▶ What to work on
The records below must be output exactly, with no images carried over.
══════════
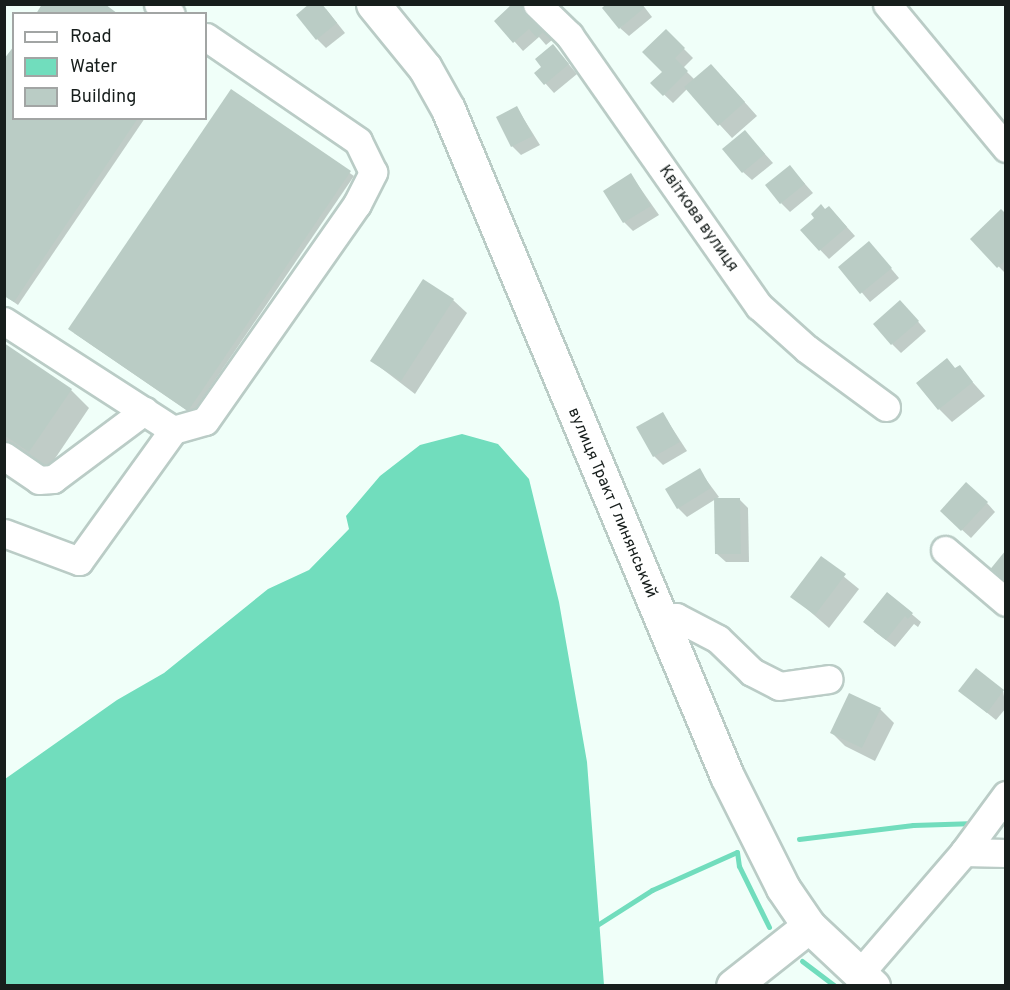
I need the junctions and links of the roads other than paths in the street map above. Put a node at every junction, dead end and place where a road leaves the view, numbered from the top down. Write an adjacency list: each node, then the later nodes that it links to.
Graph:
1 (373, 4): 14 (main road, вулиця Тракт Глинянський)
2 (537, 4): 7 (street, Квіткова вулиця)
3 (887, 4): 5 (street)
4 (207, 38): 9 (street)
5 (1005, 148)
6 (4, 321): 8 (street)
7 (886, 407)
8 (144, 411): 9 (street); 10 (street)
9 (172, 430): 11 (street)
10 (4, 456)
11 (4, 533)
12 (945, 550): 13 (street)
13 (1005, 602)
14 (660, 618): 15 (street); 19 (main road, вулиця Тракт Глинянський)
15 (829, 679)
16 (1005, 796): 17 (street)
17 (971, 843): 18 (street); 20 (street)
18 (1005, 853)
19 (809, 926): 20 (main road, вулиця Тракт Глинянський); 21 (main road)
20 (866, 979)
21 (733, 986)

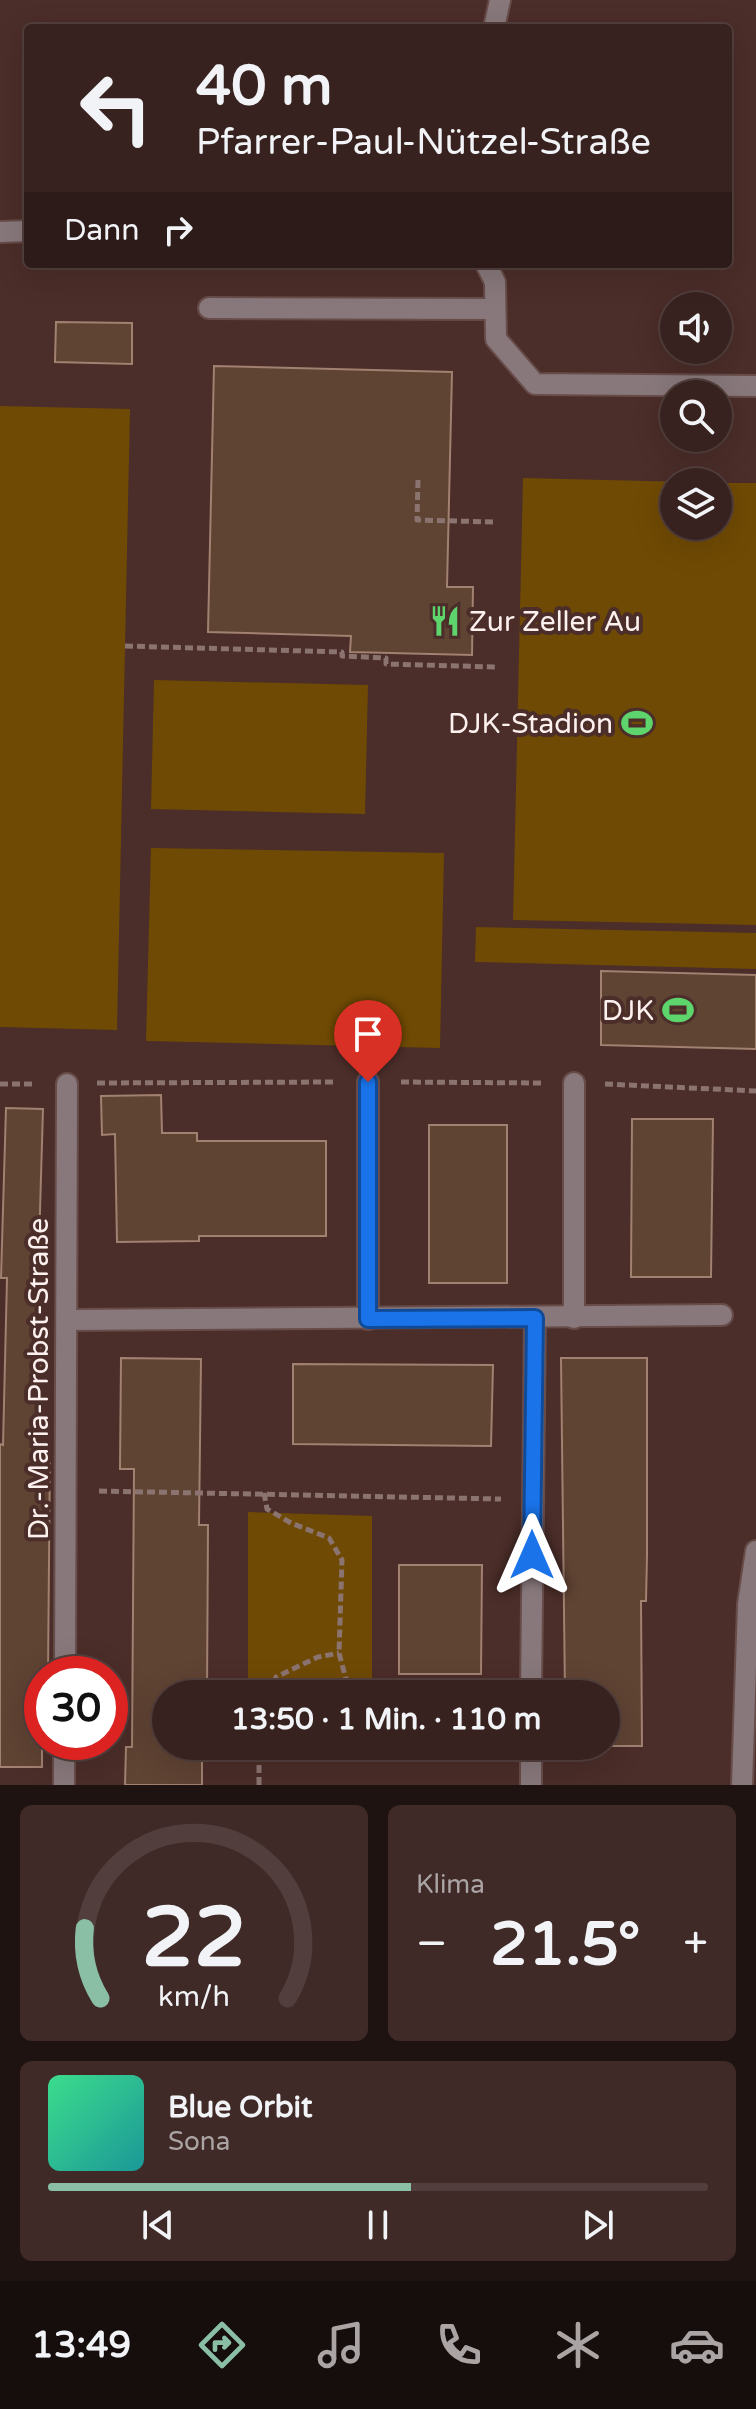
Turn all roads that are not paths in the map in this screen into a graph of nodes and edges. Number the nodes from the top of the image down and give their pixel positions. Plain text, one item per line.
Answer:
1 (500, 0) edge
2 (495, 24) edge
3 (24, 231) edge
4 (0, 232) edge
5 (488, 268) edge
6 (209, 308) dead end
7 (495, 309) junction
8 (756, 386) edge
9 (368, 1082) dead end
10 (574, 1083) dead end
11 (67, 1084) dead end
12 (722, 1315) dead end
13 (535, 1318) junction
14 (574, 1318) junction
15 (368, 1319) junction
16 (68, 1320) junction
17 (756, 1551) edge
18 (65, 1656) edge
19 (531, 1680) edge
20 (64, 1760) edge
21 (531, 1760) edge
22 (64, 1785) edge
23 (531, 1785) edge
24 (742, 1785) edge

1 - 2 street
3 - 4 street
5 - 7 street
6 - 7 street
7 - 8 street
9 - 15 street
10 - 14 street
11 - 16 street, Dr.-Maria-Probst-Straße
12 - 14 street
13 - 14 street
13 - 15 street
13 - 19 street
15 - 16 street
16 - 18 street, Dr.-Maria-Probst-Straße
17 - 24 street
20 - 22 street
21 - 23 street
══════════
▶ Written answer
I need the junctions and links of the roads other than paths in the street map above. Put a node at every junction, dead end and place where a road leaves the view, numbered from the top down. Write an adjacency list: each node, then the later nodes that it links to.
Graph:
1 (373, 4): 14 (main road, вулиця Тракт Глинянський)
2 (537, 4): 7 (street, Квіткова вулиця)
3 (887, 4): 5 (street)
4 (207, 38): 9 (street)
5 (1005, 148)
6 (4, 321): 8 (street)
7 (886, 407)
8 (144, 411): 9 (street); 10 (street)
9 (172, 430): 11 (street)
10 (4, 456)
11 (4, 533)
12 (945, 550): 13 (street)
13 (1005, 602)
14 (660, 618): 15 (street); 19 (main road, вулиця Тракт Глинянський)
15 (829, 679)
16 (1005, 796): 17 (street)
17 (971, 843): 18 (street); 20 (street)
18 (1005, 853)
19 (809, 926): 20 (main road, вулиця Тракт Глинянський); 21 (main road)
20 (866, 979)
21 (733, 986)

Turn all roads that are not paths in the map in this screen into a graph of nodes and edges. Number the nodes from the top of the image down and give their pixel positions. Plain text, one item per line.
Answer:
1 (500, 0) edge
2 (495, 24) edge
3 (24, 231) edge
4 (0, 232) edge
5 (488, 268) edge
6 (209, 308) dead end
7 (495, 309) junction
8 (756, 386) edge
9 (368, 1082) dead end
10 (574, 1083) dead end
11 (67, 1084) dead end
12 (722, 1315) dead end
13 (535, 1318) junction
14 (574, 1318) junction
15 (368, 1319) junction
16 (68, 1320) junction
17 (756, 1551) edge
18 (65, 1656) edge
19 (531, 1680) edge
20 (64, 1760) edge
21 (531, 1760) edge
22 (64, 1785) edge
23 (531, 1785) edge
24 (742, 1785) edge

1 - 2 street
3 - 4 street
5 - 7 street
6 - 7 street
7 - 8 street
9 - 15 street
10 - 14 street
11 - 16 street, Dr.-Maria-Probst-Straße
12 - 14 street
13 - 14 street
13 - 15 street
13 - 19 street
15 - 16 street
16 - 18 street, Dr.-Maria-Probst-Straße
17 - 24 street
20 - 22 street
21 - 23 street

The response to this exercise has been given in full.